[TASK DETAILS]: The expected output is every entry, repeated exactly.

[EXTRACTED INFORMATION]:
+ + + + + + +
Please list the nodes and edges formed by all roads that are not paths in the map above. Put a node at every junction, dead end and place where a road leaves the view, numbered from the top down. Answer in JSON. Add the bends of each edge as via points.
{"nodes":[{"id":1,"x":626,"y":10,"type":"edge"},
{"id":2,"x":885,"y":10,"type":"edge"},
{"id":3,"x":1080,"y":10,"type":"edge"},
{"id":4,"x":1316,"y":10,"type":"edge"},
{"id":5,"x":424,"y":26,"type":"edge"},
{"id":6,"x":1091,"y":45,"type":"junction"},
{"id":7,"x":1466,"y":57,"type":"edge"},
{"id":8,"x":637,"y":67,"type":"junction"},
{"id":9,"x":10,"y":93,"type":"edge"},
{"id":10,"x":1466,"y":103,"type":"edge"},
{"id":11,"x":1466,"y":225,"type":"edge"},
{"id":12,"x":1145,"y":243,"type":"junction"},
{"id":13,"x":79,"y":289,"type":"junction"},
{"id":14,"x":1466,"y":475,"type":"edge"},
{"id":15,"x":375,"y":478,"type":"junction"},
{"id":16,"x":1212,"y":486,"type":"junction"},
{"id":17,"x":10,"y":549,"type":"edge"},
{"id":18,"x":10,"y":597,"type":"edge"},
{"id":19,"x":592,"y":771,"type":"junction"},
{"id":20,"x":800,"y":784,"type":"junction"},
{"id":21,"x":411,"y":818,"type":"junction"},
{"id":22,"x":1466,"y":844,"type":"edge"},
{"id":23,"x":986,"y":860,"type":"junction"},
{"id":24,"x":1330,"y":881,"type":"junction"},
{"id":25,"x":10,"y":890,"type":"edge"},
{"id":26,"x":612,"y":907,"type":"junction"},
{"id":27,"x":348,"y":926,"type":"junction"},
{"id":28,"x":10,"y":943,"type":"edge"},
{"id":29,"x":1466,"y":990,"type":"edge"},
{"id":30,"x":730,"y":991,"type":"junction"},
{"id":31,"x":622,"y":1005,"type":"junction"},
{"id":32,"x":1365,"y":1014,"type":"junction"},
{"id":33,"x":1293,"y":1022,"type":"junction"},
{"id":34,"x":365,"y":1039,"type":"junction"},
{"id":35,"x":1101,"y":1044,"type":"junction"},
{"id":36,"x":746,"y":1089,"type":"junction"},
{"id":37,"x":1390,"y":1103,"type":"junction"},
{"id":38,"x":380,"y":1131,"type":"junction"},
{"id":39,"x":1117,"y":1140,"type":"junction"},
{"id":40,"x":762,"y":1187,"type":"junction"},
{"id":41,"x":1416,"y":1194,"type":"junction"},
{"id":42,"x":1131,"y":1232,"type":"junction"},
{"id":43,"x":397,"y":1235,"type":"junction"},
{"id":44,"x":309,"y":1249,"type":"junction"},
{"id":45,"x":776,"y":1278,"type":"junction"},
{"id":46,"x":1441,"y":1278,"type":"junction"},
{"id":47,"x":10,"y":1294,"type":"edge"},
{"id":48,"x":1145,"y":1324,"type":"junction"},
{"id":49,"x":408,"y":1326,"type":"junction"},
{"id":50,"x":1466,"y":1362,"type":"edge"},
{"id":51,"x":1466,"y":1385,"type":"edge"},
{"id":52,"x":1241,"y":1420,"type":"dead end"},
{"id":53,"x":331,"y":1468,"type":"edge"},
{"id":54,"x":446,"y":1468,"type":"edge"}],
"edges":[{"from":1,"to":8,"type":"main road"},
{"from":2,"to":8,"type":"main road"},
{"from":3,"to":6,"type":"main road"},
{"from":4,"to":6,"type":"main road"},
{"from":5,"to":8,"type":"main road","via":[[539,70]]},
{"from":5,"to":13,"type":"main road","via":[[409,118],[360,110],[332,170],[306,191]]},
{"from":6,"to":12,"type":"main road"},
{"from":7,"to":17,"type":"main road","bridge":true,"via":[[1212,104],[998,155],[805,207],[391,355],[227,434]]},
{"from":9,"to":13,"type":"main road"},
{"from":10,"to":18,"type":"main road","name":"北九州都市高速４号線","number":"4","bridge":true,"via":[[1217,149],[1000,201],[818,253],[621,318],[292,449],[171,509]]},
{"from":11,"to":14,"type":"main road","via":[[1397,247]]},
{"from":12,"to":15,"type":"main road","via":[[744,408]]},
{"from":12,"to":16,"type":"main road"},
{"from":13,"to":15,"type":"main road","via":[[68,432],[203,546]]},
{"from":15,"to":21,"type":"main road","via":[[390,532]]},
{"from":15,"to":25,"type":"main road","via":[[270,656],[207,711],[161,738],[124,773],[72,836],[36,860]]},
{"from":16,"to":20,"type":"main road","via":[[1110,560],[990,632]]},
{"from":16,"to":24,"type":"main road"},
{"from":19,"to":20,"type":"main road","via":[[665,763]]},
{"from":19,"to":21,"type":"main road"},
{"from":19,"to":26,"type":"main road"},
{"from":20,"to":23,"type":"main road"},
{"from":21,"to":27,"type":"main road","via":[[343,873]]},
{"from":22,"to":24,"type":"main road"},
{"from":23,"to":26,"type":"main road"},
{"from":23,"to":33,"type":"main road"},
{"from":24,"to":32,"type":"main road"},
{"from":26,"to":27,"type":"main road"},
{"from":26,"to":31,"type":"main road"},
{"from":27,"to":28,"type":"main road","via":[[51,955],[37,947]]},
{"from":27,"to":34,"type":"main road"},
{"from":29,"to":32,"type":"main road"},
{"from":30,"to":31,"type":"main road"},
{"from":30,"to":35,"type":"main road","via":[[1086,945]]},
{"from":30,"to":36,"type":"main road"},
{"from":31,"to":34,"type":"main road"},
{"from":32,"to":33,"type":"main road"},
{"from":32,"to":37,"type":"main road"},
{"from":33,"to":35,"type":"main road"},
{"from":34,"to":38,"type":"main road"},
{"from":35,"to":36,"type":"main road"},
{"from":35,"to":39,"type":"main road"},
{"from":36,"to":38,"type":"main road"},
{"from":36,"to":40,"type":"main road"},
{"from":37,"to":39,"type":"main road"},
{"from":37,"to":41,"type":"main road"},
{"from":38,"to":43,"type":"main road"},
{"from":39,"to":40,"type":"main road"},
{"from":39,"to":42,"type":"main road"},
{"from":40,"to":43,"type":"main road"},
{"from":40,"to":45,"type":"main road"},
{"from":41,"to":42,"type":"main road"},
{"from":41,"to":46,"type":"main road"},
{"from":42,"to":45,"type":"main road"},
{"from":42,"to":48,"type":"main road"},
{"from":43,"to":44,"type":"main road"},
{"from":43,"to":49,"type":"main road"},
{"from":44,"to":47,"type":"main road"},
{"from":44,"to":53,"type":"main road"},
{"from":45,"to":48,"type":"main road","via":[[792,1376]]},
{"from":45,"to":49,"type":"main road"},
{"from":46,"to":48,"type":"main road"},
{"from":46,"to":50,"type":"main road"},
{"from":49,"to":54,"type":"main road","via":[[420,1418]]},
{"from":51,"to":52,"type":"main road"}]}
+ + + + + + +
[ANSWER]:
Please list the nodes and edges formed by all roads that are not paths in the map above. Put a node at every junction, dead end and place where a road leaves the view, numbered from the top down. Answer in JSON. Add the bends of each edge as via points.
{"nodes":[{"id":1,"x":626,"y":10,"type":"edge"},
{"id":2,"x":885,"y":10,"type":"edge"},
{"id":3,"x":1080,"y":10,"type":"edge"},
{"id":4,"x":1316,"y":10,"type":"edge"},
{"id":5,"x":424,"y":26,"type":"edge"},
{"id":6,"x":1091,"y":45,"type":"junction"},
{"id":7,"x":1466,"y":57,"type":"edge"},
{"id":8,"x":637,"y":67,"type":"junction"},
{"id":9,"x":10,"y":93,"type":"edge"},
{"id":10,"x":1466,"y":103,"type":"edge"},
{"id":11,"x":1466,"y":225,"type":"edge"},
{"id":12,"x":1145,"y":243,"type":"junction"},
{"id":13,"x":79,"y":289,"type":"junction"},
{"id":14,"x":1466,"y":475,"type":"edge"},
{"id":15,"x":375,"y":478,"type":"junction"},
{"id":16,"x":1212,"y":486,"type":"junction"},
{"id":17,"x":10,"y":549,"type":"edge"},
{"id":18,"x":10,"y":597,"type":"edge"},
{"id":19,"x":592,"y":771,"type":"junction"},
{"id":20,"x":800,"y":784,"type":"junction"},
{"id":21,"x":411,"y":818,"type":"junction"},
{"id":22,"x":1466,"y":844,"type":"edge"},
{"id":23,"x":986,"y":860,"type":"junction"},
{"id":24,"x":1330,"y":881,"type":"junction"},
{"id":25,"x":10,"y":890,"type":"edge"},
{"id":26,"x":612,"y":907,"type":"junction"},
{"id":27,"x":348,"y":926,"type":"junction"},
{"id":28,"x":10,"y":943,"type":"edge"},
{"id":29,"x":1466,"y":990,"type":"edge"},
{"id":30,"x":730,"y":991,"type":"junction"},
{"id":31,"x":622,"y":1005,"type":"junction"},
{"id":32,"x":1365,"y":1014,"type":"junction"},
{"id":33,"x":1293,"y":1022,"type":"junction"},
{"id":34,"x":365,"y":1039,"type":"junction"},
{"id":35,"x":1101,"y":1044,"type":"junction"},
{"id":36,"x":746,"y":1089,"type":"junction"},
{"id":37,"x":1390,"y":1103,"type":"junction"},
{"id":38,"x":380,"y":1131,"type":"junction"},
{"id":39,"x":1117,"y":1140,"type":"junction"},
{"id":40,"x":762,"y":1187,"type":"junction"},
{"id":41,"x":1416,"y":1194,"type":"junction"},
{"id":42,"x":1131,"y":1232,"type":"junction"},
{"id":43,"x":397,"y":1235,"type":"junction"},
{"id":44,"x":309,"y":1249,"type":"junction"},
{"id":45,"x":776,"y":1278,"type":"junction"},
{"id":46,"x":1441,"y":1278,"type":"junction"},
{"id":47,"x":10,"y":1294,"type":"edge"},
{"id":48,"x":1145,"y":1324,"type":"junction"},
{"id":49,"x":408,"y":1326,"type":"junction"},
{"id":50,"x":1466,"y":1362,"type":"edge"},
{"id":51,"x":1466,"y":1385,"type":"edge"},
{"id":52,"x":1241,"y":1420,"type":"dead end"},
{"id":53,"x":331,"y":1468,"type":"edge"},
{"id":54,"x":446,"y":1468,"type":"edge"}],
"edges":[{"from":1,"to":8,"type":"main road"},
{"from":2,"to":8,"type":"main road"},
{"from":3,"to":6,"type":"main road"},
{"from":4,"to":6,"type":"main road"},
{"from":5,"to":8,"type":"main road","via":[[539,70]]},
{"from":5,"to":13,"type":"main road","via":[[409,118],[360,110],[332,170],[306,191]]},
{"from":6,"to":12,"type":"main road"},
{"from":7,"to":17,"type":"main road","bridge":true,"via":[[1212,104],[998,155],[805,207],[391,355],[227,434]]},
{"from":9,"to":13,"type":"main road"},
{"from":10,"to":18,"type":"main road","name":"北九州都市高速４号線","number":"4","bridge":true,"via":[[1217,149],[1000,201],[818,253],[621,318],[292,449],[171,509]]},
{"from":11,"to":14,"type":"main road","via":[[1397,247]]},
{"from":12,"to":15,"type":"main road","via":[[744,408]]},
{"from":12,"to":16,"type":"main road"},
{"from":13,"to":15,"type":"main road","via":[[68,432],[203,546]]},
{"from":15,"to":21,"type":"main road","via":[[390,532]]},
{"from":15,"to":25,"type":"main road","via":[[270,656],[207,711],[161,738],[124,773],[72,836],[36,860]]},
{"from":16,"to":20,"type":"main road","via":[[1110,560],[990,632]]},
{"from":16,"to":24,"type":"main road"},
{"from":19,"to":20,"type":"main road","via":[[665,763]]},
{"from":19,"to":21,"type":"main road"},
{"from":19,"to":26,"type":"main road"},
{"from":20,"to":23,"type":"main road"},
{"from":21,"to":27,"type":"main road","via":[[343,873]]},
{"from":22,"to":24,"type":"main road"},
{"from":23,"to":26,"type":"main road"},
{"from":23,"to":33,"type":"main road"},
{"from":24,"to":32,"type":"main road"},
{"from":26,"to":27,"type":"main road"},
{"from":26,"to":31,"type":"main road"},
{"from":27,"to":28,"type":"main road","via":[[51,955],[37,947]]},
{"from":27,"to":34,"type":"main road"},
{"from":29,"to":32,"type":"main road"},
{"from":30,"to":31,"type":"main road"},
{"from":30,"to":35,"type":"main road","via":[[1086,945]]},
{"from":30,"to":36,"type":"main road"},
{"from":31,"to":34,"type":"main road"},
{"from":32,"to":33,"type":"main road"},
{"from":32,"to":37,"type":"main road"},
{"from":33,"to":35,"type":"main road"},
{"from":34,"to":38,"type":"main road"},
{"from":35,"to":36,"type":"main road"},
{"from":35,"to":39,"type":"main road"},
{"from":36,"to":38,"type":"main road"},
{"from":36,"to":40,"type":"main road"},
{"from":37,"to":39,"type":"main road"},
{"from":37,"to":41,"type":"main road"},
{"from":38,"to":43,"type":"main road"},
{"from":39,"to":40,"type":"main road"},
{"from":39,"to":42,"type":"main road"},
{"from":40,"to":43,"type":"main road"},
{"from":40,"to":45,"type":"main road"},
{"from":41,"to":42,"type":"main road"},
{"from":41,"to":46,"type":"main road"},
{"from":42,"to":45,"type":"main road"},
{"from":42,"to":48,"type":"main road"},
{"from":43,"to":44,"type":"main road"},
{"from":43,"to":49,"type":"main road"},
{"from":44,"to":47,"type":"main road"},
{"from":44,"to":53,"type":"main road"},
{"from":45,"to":48,"type":"main road","via":[[792,1376]]},
{"from":45,"to":49,"type":"main road"},
{"from":46,"to":48,"type":"main road"},
{"from":46,"to":50,"type":"main road"},
{"from":49,"to":54,"type":"main road","via":[[420,1418]]},
{"from":51,"to":52,"type":"main road"}]}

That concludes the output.